A few weeks ago, I was idly minding my own business (work, as some people like to call it) when my phone rang. I picked it up to hear the voice of our editor, Simon Brew, on the other end. “Nick, you know how you dressed up as a WWII soldier for the site a little while back?’ Of course, I did. “Well, how would you like to be a Roman?” Damn straight I would.
And that’s how I ended up on a coach very early in the morning on its way to the depths of the Hampshire countryside. To tie in with the release of The Eagle, we had been sent on a Roman Experience day, where we explored the ancient Roman town of Silchester, feasted Roman style, saw what may be the only Roman military eagle in existence, and most excitingly, were trained in gladiator fighting techniques. Bring it on.
Although as it was quite early, I had a nap first. I was woken by a kindly old couple, who ushered me into a church for tea and cake (not sure how Roman that was, but I thought a) I’m never one to turn down tea and cake, and b) when in Rome) before the producer of The Eagle, Duncan Kenworthy, stepped up to introduce the day and talk a little about the film.
An adaptation of the much-loved Rosemary Sutcliff novel, The Eagle Of The Ninth, Duncan explained how he had read it as a teenager and had been captivated by it ever since. He wanted to, not only get the adaption right, but also get the historical period and details right, and to make it accurate as well as work in the context of the film.
After then describing a bit more about the production of the film and the shooting of it in Hungary, rather than Britain (apparently, modern Britain is no longer ancient looking enough. And too expensive to put crew up), he then introduced Reading University’s Professor Mike Fulford. A real life archaeologist and Fellow of the British Academy, Prof. Fulford heads up the research team at Silchester.
After a brief talk explaining the significance of the site and the history of the discoveries, I could sense Mike beginning to get impatient. And then it struck me: this man wasn’t a stuffy book academic. He belonged in the field, Indiana Jones-style. Hell, he was a Fellow of the British Academy. In the nineteenth century he probably would have been a Victorian adventurer! And on that note he led us all outside, into the ruins of Silchester, where he truly came alive and revealed himself a man in his natural environment.

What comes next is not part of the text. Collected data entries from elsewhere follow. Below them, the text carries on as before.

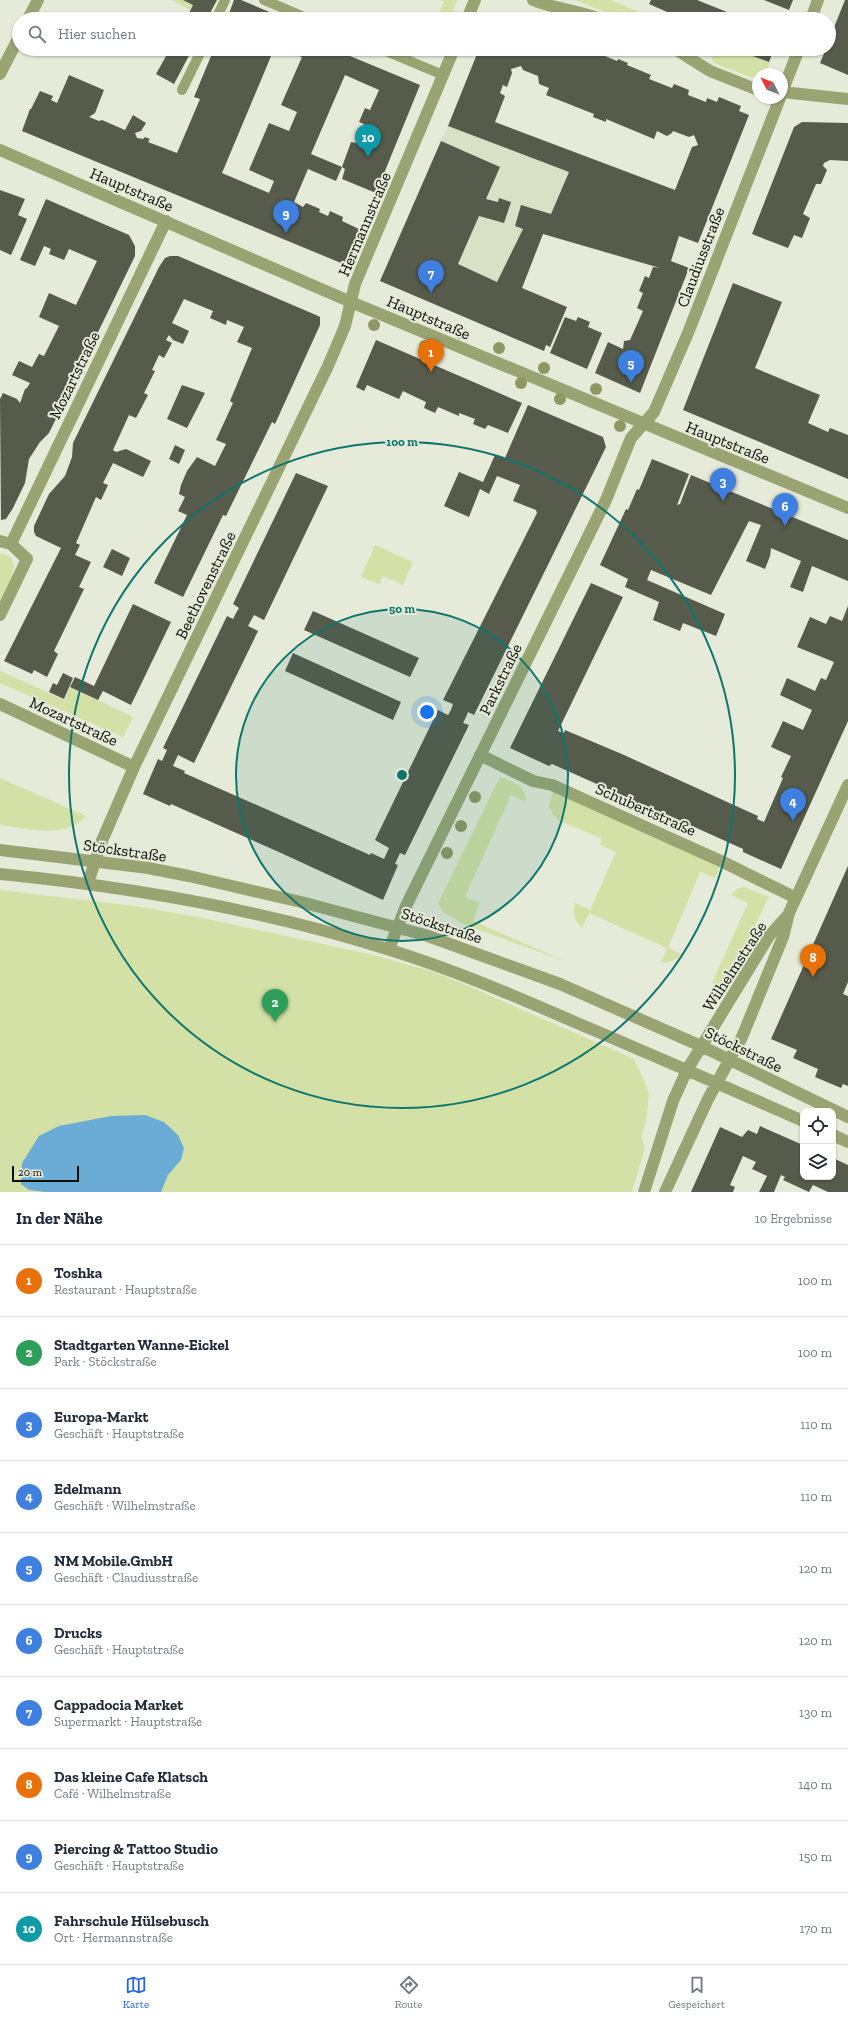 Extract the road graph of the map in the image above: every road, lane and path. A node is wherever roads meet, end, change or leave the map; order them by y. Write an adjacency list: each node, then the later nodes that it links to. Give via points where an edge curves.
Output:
1 (38, 0): 7 (street)
2 (225, 0): 8 (lane)
3 (264, 0): 9 (lane)
4 (475, 0): 10 (street)
5 (533, 0): 11 (street)
6 (818, 0): 12 (street)
7 (32, 12)
8 (219, 12)
9 (292, 12)
10 (470, 12)
11 (579, 12)
12 (813, 12)
13 (12, 51): 19 (street)
14 (199, 56): 23 (lane)
15 (398, 56): 20 (lane)
16 (451, 56): 20 (street, Hermannstraße)
17 (686, 56): 22 (street, via 710,71)
18 (796, 56): 21 (street)
19 (0, 74)
20 (443, 75): 29 (street, Hermannstraße, via 355,284)
21 (788, 77)
22 (752, 88)
23 (182, 90)
24 (788, 93): 25 (street)
25 (848, 99)
26 (778, 104): 30 (street, Claudiusstraße, via 688,333 654,412)
27 (0, 150): 28 (street, Hauptstraße)
28 (166, 221): 29 (street, Hauptstraße); 32 (street, Mozartstraße)
29 (351, 302): 30 (street, Hauptstraße); 36 (street, Beethovenstraße, via 345,326 328,366)
30 (644, 424): 31 (street, Hauptstraße); 35 (street, Parkstraße, via 631,438 606,500)
31 (848, 508)
32 (5, 542): 33 (street, Mozartstraße, via 27,559)
33 (0, 615)
34 (0, 704): 36 (street, Mozartstraße)
35 (480, 755): 43 (street, Schubertstraße, via 533,781 552,785 723,862); 45 (street, Parkstraße)
36 (134, 767): 40 (street, Beethovenstraße)
37 (848, 785): 38 (street, Wilhelmstraße)
38 (845, 802): 43 (street, Wilhelmstraße)
39 (0, 850): 40 (street, Stöckstraße)
40 (94, 861): 42 (street, Beethovenstraße); 45 (street, Stöckstraße, via 189,876)
41 (0, 874): 42 (street)
42 (88, 883): 46 (street, via 225,906 326,930)
43 (796, 898): 44 (street, Wilhelmstraße)
44 (789, 913): 47 (street, Wilhelmstraße, via 769,936); 48 (street, Wilhelmstraße, via 783,938 742,1037)
45 (397, 927): 46 (street, Parkstraße); 47 (street, Stöckstraße, via 560,984)
46 (389, 949): 49 (street, via 483,982)
47 (701, 1046): 48 (street, Stöckstraße); 49 (street, Wilhelmstraße)
48 (729, 1060): 50 (street, Wilhelmstraße); 51 (street, Stöckstraße)
49 (687, 1070): 50 (street); 55 (street, Wilhelmstraße, via 672,1101)
50 (717, 1083): 52 (street); 56 (street, Wilhelmstraße)
51 (848, 1117)
52 (800, 1121)
53 (836, 1136): 54 (street)
54 (848, 1142)
55 (644, 1192)
56 (665, 1192)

Leading us around the windswept wall of the old town, he described in vivid detail how the ancient place would have been in Roman times. My main thought at this juncture was “My dad would have bloody loved this.”
Following this, we were taken into the amphitheatre for what was quite clearly most people’s highlight of the day, gladiatorial combat. As we marched in past two legionnaires standing at attention, the sound of swords clashing rang out.

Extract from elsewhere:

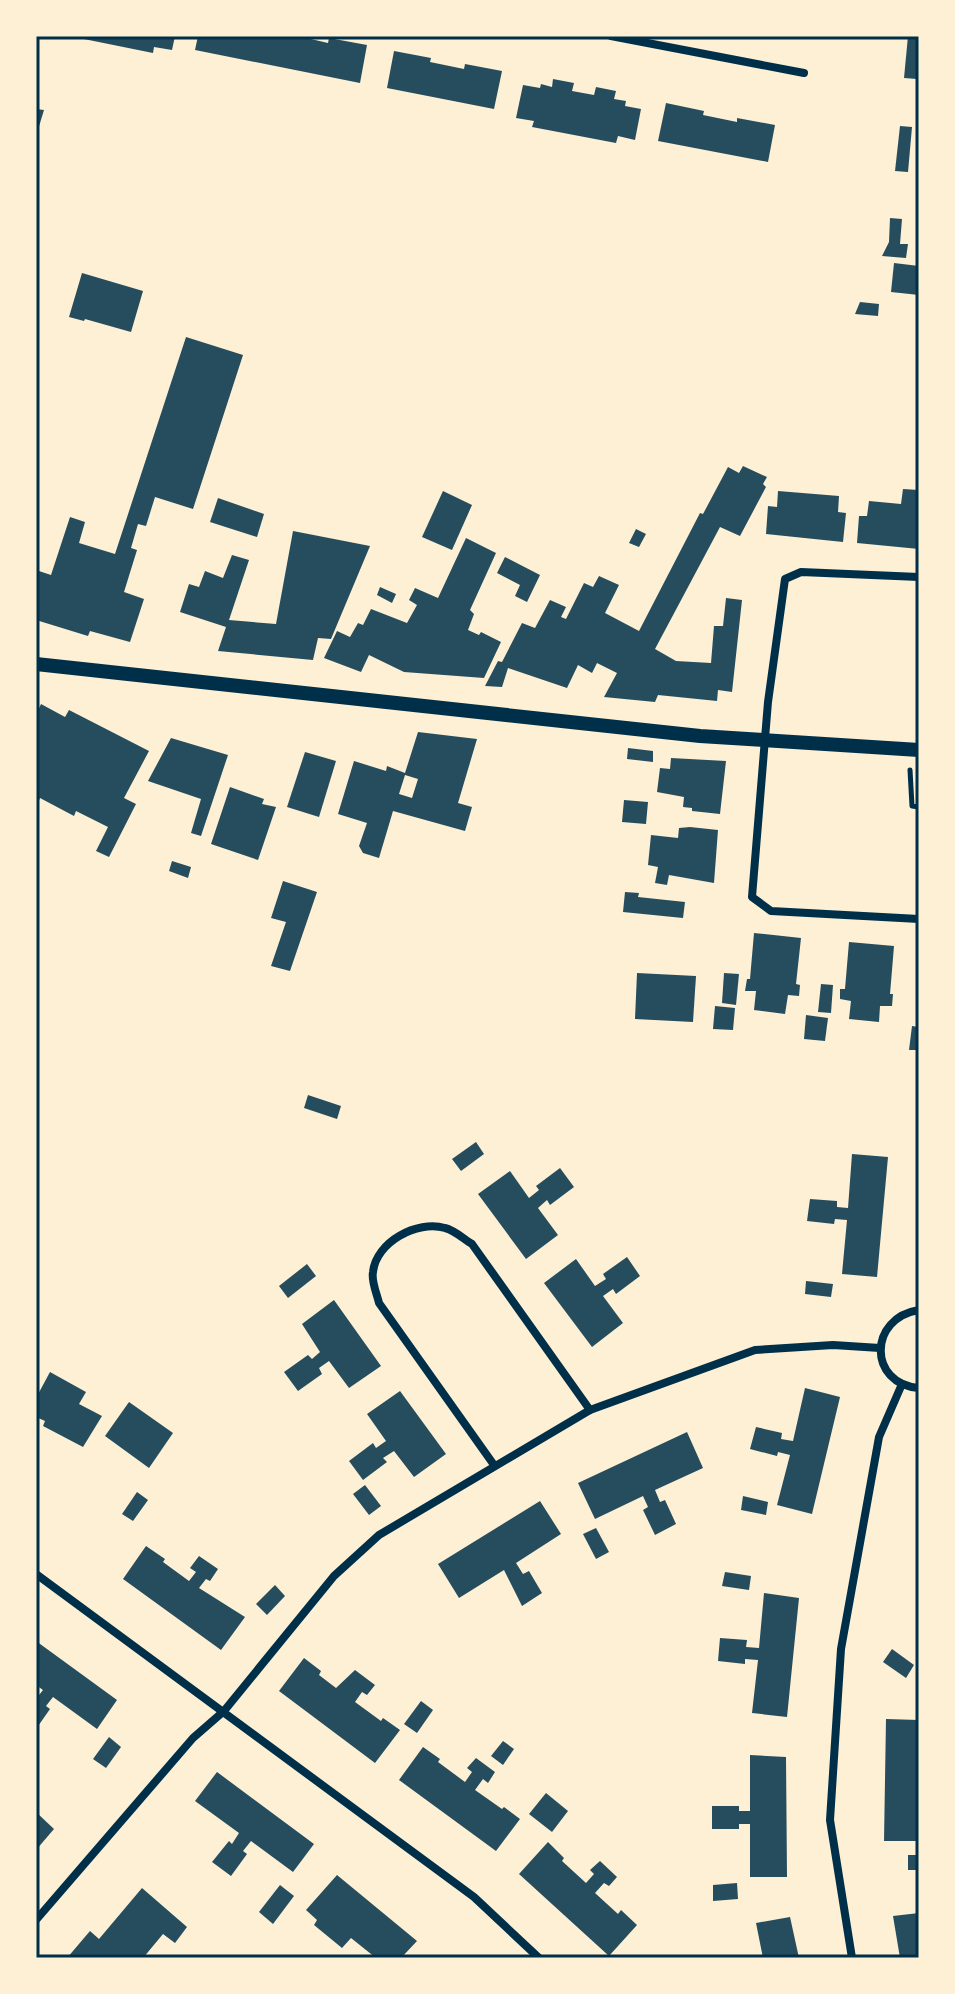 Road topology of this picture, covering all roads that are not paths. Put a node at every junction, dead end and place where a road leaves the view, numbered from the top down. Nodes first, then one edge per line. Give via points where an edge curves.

We were then witness to what was an extremely impressive display from the film’s fight choreographers, guys who had worked on everything from Gladiator all the way back to Highlander. It was quick, fun and well worked, with the tightly controlled and plotted moves looking natural, even without the benefit of editing.
Then it was our turn.
Lined up and handed wooden kendo swords, we were taught ten basic moves central to all stage sword fighting, five blocks and five attacks, with each corresponding to an opponent’s moves. When put together, it all looked extremely elaborate and that was the point.
Real fighting looks bad on-screen. It’s far too quick and efficient. So, directors instead want swinging swords at half speed, and that’s what we were taught, although, believe me, it was fast enough.

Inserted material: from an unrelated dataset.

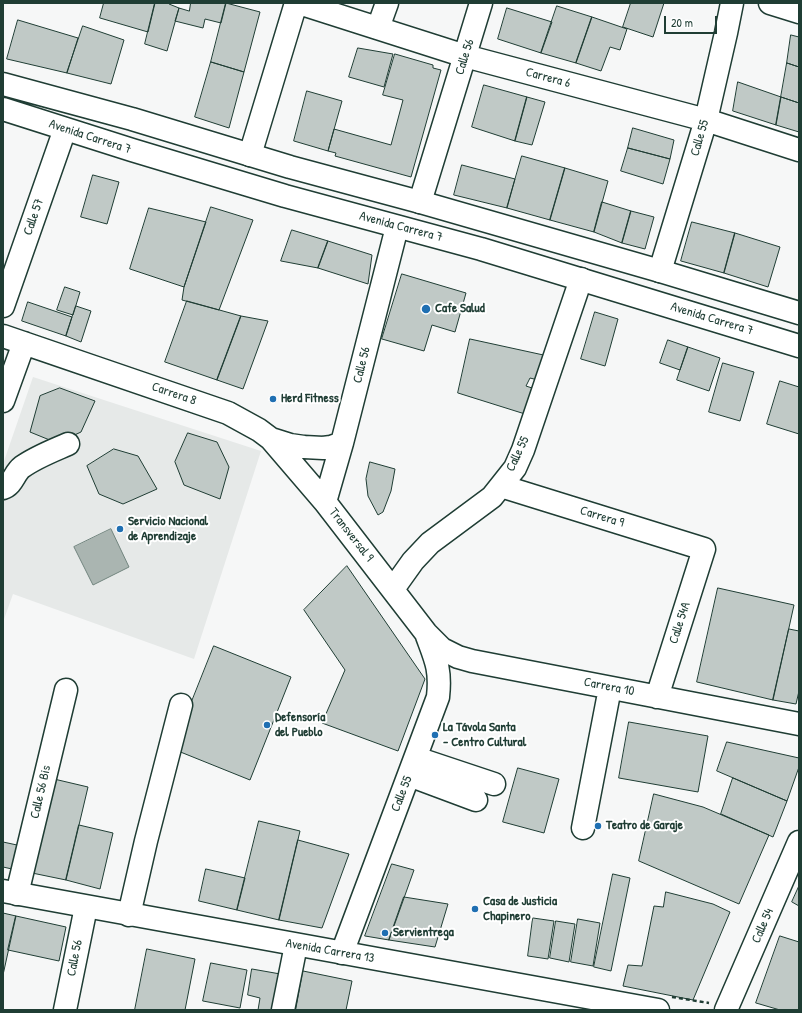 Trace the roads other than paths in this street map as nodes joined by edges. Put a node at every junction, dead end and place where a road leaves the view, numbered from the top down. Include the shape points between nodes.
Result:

Then we paired up, but due to an odd number, I ended up fighting the professional, who was still kitted out in his gladiator costume, while I was wearing the somewhat less intimidating cardigan and jeans outfit.
We then proceeded to go through the moves, although I promptly forgot all of the attacks and so just vaguely jabbed my wooden sword in his direction. Somehow, a career choreographing fights does not beckon for me. The only manly credit I really gained was when he seemed impressed with my overhead swing and when I showed no reaction to his surprise roar and lunge at me. To be honest, though, I was actually looking at something else at the time, and so didn’t really notice it.
While all this wooden swordplay was nice, I still wanted to get my hands on some Roman gear. I couldn’t help but notice a table full of swords nearby and, obviously, my longing gaze caught the attention of the weapon master, as very soon he approached and asked, “Do you want to have a go with some of this stuff?” Does a bear do his business in the woods? Of course!
First I was lumbered with a Roman shield, which was damn heavy, and then I got my paws on a helmet, which makes you feel awesome while wearing it, by the way. And then, finally, I was handed a sword. A real genuine sword. I still can’t quite believe it. The only caveat I received was “Be careful, it’s quite sharp.” They let me loose with a sword!
I was then taught Roman infantry line combat, which mainly involved stabbing things a lot and making a fierce face. No wonder the Romans conquered most of the known world.
After having a brief taste of this, it seemed clear that the filmmakers of The Eagle really wanted to do their research and get things right in the making of the film. The military tactics on display in the film are important in establishing character and tone for the Roman, and they genuinely seem authentic.
It adds a lot to the film watching experience, and knowing a little bit of what they went through to get it right, and to understand the wider context of the Roman colonisation of Britain deepens the viewing experience and appreciation of The Eagle. Plus, they let me wave a real sword around.